WHAT YOU ARE ASKED TO DO =>
Which of the lines in the data mention the string "nodes"? List them all.
━━━ RECORD EXTRACTS ━━━
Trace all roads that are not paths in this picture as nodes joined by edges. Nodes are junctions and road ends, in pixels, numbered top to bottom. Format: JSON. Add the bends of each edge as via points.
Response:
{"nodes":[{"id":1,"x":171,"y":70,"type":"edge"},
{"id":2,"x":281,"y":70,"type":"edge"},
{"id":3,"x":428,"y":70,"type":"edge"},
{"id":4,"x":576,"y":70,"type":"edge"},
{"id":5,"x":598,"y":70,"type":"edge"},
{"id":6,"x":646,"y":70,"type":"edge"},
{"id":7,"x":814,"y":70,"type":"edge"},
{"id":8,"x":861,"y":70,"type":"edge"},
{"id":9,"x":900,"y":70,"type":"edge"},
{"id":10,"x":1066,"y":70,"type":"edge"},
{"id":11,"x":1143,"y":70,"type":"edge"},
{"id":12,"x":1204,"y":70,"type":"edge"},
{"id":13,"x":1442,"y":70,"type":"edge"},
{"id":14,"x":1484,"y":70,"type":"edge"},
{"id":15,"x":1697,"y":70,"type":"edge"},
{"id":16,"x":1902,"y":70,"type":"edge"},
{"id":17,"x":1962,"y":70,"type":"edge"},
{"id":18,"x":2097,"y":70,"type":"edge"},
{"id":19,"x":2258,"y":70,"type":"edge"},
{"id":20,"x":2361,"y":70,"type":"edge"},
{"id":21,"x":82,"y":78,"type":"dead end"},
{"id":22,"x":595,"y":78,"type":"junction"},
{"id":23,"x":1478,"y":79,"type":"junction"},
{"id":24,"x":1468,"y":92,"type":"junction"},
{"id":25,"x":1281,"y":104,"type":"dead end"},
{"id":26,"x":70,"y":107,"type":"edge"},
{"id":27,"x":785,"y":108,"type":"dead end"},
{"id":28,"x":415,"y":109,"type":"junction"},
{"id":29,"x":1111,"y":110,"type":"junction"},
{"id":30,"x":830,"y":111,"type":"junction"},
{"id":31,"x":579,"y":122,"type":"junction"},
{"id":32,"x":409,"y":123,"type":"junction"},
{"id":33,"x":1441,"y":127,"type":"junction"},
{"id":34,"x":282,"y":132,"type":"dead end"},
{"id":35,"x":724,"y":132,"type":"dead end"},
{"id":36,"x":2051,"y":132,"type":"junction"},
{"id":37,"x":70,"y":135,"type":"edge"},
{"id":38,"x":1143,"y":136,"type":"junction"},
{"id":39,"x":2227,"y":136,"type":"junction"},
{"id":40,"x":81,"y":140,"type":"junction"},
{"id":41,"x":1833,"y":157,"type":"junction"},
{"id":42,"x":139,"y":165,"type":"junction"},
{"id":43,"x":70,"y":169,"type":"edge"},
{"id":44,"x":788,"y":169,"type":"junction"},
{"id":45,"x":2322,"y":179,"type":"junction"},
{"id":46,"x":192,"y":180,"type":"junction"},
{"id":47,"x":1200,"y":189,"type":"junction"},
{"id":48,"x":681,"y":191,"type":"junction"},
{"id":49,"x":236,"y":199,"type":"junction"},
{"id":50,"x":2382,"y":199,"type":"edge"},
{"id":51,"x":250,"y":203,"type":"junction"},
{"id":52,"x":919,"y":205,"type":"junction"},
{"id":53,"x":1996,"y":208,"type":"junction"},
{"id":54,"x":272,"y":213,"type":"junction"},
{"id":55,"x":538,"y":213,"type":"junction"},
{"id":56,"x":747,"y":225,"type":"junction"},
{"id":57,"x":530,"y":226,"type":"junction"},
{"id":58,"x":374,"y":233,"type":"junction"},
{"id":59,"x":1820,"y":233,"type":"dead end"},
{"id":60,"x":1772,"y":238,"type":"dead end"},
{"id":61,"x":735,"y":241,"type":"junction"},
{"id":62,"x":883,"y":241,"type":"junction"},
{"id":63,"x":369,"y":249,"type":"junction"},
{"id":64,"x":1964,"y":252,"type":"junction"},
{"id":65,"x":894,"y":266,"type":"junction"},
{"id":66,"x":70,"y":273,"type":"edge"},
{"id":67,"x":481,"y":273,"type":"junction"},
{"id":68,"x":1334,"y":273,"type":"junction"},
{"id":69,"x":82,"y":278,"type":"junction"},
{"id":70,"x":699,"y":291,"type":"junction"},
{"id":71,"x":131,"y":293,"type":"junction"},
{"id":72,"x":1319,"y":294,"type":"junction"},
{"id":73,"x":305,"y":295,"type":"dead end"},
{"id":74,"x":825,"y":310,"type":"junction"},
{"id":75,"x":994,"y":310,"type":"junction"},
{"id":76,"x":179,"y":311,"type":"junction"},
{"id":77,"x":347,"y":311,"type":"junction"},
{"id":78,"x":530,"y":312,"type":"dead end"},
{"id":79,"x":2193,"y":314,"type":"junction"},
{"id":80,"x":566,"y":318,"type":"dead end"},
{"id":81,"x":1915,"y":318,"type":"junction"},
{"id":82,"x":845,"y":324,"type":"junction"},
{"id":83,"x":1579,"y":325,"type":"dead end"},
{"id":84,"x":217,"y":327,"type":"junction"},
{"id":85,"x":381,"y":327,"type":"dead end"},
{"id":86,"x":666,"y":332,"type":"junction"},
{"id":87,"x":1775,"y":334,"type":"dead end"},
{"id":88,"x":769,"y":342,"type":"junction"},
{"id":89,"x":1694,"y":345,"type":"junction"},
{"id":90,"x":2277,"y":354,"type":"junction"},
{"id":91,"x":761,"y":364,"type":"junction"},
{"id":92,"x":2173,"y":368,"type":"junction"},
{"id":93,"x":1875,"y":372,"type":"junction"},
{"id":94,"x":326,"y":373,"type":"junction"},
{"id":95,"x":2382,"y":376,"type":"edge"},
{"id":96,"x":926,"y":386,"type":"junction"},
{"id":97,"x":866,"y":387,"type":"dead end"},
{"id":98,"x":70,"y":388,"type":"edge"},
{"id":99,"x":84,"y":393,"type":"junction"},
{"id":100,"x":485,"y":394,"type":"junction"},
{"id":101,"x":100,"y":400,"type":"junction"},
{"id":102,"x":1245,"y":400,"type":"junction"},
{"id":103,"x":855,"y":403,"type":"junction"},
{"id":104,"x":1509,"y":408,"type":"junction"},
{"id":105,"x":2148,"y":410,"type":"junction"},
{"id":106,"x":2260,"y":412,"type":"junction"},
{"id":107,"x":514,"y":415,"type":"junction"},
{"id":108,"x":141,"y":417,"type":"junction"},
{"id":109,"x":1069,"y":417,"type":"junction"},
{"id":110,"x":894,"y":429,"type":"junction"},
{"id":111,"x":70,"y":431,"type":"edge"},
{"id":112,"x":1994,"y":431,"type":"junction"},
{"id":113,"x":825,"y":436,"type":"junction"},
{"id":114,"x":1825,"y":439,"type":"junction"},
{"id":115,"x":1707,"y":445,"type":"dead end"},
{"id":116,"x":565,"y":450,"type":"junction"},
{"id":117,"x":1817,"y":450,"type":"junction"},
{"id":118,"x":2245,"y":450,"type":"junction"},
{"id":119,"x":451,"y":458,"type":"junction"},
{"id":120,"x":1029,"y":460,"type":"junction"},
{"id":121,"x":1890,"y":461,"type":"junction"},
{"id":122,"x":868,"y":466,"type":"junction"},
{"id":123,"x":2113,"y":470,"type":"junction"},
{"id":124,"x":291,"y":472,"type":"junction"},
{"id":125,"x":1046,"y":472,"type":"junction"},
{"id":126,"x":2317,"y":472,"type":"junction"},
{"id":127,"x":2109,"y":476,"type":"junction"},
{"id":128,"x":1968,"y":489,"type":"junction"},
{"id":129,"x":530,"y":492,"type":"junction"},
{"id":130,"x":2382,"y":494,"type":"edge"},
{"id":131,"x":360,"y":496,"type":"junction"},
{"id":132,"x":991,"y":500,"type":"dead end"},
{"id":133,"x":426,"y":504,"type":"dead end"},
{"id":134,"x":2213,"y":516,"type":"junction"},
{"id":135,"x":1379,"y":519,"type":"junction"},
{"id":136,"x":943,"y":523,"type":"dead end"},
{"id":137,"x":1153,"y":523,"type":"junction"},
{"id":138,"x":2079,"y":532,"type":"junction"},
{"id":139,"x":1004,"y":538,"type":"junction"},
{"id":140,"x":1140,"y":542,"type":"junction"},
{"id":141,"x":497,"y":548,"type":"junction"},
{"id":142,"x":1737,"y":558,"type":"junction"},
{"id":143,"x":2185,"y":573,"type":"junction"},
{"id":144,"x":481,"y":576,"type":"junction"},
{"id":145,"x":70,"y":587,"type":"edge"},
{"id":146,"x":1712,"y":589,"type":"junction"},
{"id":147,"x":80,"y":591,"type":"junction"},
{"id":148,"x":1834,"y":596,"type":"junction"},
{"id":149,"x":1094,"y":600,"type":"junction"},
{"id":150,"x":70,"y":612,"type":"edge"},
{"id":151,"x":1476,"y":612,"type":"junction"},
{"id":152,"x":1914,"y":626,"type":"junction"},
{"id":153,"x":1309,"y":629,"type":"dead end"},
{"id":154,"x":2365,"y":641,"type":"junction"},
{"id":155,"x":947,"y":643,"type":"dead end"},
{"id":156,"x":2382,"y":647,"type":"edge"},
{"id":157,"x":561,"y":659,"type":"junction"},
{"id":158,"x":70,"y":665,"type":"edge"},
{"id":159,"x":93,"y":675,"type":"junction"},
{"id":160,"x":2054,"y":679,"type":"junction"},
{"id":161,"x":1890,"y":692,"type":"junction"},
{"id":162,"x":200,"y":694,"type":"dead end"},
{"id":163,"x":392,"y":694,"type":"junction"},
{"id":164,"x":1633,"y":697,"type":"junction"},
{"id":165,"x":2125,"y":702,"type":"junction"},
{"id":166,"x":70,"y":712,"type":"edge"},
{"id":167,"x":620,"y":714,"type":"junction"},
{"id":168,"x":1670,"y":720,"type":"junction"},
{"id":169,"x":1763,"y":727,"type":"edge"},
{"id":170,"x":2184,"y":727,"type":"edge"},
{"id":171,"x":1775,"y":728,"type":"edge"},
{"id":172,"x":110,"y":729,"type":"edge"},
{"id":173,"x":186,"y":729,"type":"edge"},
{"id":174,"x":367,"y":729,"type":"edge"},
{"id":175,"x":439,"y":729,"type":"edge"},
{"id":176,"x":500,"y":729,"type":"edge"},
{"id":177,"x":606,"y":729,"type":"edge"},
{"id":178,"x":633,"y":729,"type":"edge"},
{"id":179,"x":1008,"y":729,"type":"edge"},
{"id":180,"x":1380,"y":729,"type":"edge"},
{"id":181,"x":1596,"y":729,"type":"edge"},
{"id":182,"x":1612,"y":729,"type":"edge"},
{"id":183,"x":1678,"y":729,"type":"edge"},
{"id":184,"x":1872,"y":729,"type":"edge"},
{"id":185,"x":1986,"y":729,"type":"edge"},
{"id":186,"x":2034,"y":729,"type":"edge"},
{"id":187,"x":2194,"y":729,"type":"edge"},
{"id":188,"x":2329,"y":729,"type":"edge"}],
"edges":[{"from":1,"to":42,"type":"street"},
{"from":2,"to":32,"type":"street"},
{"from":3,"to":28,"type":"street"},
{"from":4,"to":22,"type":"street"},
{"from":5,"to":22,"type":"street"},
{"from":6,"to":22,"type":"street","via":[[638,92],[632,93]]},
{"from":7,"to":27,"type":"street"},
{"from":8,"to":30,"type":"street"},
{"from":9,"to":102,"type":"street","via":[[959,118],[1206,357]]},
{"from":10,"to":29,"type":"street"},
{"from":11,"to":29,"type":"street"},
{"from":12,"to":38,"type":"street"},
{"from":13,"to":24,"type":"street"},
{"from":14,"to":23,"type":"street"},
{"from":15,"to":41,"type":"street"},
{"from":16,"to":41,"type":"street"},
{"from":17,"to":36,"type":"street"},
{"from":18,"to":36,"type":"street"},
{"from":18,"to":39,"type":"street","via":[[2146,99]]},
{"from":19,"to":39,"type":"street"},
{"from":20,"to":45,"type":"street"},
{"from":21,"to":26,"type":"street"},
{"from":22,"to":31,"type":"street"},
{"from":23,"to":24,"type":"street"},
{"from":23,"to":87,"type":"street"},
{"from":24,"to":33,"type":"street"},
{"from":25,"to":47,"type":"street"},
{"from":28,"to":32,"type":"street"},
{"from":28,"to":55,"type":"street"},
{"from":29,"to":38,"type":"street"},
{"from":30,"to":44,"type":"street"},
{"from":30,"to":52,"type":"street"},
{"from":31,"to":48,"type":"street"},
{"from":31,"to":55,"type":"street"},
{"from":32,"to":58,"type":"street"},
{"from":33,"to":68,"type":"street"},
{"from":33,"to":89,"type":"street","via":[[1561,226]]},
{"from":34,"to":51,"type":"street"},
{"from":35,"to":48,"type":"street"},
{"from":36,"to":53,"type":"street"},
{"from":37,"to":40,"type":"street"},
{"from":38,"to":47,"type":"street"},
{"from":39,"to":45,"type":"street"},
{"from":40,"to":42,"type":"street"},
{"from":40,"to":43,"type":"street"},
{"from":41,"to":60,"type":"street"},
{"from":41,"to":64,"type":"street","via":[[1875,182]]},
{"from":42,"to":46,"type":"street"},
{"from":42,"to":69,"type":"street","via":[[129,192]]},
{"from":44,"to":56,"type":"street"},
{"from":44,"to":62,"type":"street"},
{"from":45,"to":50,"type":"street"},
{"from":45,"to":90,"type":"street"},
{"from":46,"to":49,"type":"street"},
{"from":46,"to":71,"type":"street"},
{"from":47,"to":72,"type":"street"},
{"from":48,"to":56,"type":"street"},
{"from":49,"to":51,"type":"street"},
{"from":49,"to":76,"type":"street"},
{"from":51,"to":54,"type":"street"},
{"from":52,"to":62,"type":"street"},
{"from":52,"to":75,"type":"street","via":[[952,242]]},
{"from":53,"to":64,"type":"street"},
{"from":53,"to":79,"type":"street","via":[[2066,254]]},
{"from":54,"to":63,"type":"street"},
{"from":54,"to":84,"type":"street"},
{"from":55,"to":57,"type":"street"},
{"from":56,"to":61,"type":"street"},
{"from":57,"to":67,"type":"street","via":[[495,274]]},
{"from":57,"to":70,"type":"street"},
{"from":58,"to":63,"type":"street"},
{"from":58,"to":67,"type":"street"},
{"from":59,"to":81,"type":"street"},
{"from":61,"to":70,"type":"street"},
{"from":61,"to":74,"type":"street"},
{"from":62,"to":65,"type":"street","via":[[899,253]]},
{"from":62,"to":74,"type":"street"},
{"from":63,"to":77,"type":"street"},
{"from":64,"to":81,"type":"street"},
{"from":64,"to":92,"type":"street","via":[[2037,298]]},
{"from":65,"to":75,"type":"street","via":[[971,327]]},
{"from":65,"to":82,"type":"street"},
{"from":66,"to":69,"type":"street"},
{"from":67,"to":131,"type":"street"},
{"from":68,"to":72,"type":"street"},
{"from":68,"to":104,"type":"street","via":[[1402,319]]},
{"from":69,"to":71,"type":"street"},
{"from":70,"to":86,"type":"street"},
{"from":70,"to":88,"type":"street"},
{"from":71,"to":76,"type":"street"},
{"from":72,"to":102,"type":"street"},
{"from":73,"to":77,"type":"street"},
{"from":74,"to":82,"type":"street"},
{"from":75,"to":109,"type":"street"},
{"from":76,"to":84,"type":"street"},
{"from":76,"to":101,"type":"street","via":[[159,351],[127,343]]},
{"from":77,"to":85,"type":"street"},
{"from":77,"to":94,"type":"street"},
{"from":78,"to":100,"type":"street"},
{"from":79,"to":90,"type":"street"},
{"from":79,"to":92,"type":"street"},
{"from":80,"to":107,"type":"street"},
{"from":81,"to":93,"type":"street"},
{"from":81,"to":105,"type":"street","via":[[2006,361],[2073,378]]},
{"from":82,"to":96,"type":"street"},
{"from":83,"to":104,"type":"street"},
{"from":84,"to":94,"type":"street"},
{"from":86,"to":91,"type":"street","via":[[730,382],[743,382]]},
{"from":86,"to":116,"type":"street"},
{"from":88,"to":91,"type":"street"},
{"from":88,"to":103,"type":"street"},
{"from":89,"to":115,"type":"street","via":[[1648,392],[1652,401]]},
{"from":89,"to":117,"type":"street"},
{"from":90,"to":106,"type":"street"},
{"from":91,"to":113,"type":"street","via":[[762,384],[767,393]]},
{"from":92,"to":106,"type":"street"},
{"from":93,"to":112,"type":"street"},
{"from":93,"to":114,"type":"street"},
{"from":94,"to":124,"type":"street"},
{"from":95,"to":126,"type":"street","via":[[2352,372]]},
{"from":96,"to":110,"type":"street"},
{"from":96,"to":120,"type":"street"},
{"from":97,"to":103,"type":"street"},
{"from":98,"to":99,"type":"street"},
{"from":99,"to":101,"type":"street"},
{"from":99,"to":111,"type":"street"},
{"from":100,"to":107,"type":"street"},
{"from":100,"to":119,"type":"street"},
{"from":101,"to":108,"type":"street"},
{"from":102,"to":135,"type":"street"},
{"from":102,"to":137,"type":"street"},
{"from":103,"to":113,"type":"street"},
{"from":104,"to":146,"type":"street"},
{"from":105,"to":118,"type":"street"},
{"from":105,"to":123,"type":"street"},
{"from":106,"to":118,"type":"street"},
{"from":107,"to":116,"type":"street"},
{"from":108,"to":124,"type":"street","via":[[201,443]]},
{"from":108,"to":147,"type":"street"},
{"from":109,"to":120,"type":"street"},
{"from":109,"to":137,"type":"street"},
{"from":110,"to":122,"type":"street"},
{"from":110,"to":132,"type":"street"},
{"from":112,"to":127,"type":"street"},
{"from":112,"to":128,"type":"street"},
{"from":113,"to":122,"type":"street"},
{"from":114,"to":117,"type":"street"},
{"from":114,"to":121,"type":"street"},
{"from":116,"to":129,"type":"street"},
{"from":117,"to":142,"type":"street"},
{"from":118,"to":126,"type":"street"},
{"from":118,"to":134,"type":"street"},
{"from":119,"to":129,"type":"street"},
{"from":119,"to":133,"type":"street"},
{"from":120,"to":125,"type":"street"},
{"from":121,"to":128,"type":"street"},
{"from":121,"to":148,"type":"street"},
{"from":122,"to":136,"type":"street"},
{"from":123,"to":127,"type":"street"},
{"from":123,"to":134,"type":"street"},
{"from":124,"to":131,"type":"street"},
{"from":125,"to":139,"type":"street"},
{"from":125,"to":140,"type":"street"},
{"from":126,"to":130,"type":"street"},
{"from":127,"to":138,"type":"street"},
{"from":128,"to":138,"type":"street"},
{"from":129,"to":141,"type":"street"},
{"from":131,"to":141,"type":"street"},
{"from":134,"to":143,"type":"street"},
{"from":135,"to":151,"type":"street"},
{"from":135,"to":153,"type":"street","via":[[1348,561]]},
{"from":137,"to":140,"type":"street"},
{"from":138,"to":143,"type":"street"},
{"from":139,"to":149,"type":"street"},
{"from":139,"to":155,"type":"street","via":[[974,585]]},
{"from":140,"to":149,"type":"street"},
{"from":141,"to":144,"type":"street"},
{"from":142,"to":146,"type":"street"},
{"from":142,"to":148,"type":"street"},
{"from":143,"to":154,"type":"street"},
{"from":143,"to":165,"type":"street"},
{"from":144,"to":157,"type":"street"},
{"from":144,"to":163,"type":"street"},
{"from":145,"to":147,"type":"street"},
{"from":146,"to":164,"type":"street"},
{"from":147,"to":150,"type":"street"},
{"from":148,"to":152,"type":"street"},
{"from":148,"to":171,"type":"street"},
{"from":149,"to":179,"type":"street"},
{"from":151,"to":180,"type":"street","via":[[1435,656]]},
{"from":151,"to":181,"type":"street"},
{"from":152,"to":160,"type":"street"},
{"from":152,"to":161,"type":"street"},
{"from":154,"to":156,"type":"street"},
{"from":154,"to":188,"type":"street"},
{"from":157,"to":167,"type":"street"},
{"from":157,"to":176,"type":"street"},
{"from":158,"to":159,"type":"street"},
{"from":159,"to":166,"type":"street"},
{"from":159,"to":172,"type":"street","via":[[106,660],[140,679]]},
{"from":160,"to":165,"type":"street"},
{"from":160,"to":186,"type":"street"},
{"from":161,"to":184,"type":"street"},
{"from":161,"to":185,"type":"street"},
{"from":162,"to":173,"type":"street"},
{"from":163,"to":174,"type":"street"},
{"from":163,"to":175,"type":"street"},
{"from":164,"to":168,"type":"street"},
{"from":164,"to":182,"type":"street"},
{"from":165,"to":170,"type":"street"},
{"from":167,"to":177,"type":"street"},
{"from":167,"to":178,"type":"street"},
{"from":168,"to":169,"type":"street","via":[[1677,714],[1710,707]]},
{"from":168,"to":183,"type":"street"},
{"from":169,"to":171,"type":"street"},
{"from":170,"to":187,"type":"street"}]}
━━━
OUTPUT FOR THIS TASK =>
Trace all roads that are not paths in this picture as nodes joined by edges. Nodes are junctions and road ends, in pixels, numbered top to bottom. Format: JSON. Add the bends of each edge as via points.
{"nodes":[{"id":1,"x":171,"y":70,"type":"edge"},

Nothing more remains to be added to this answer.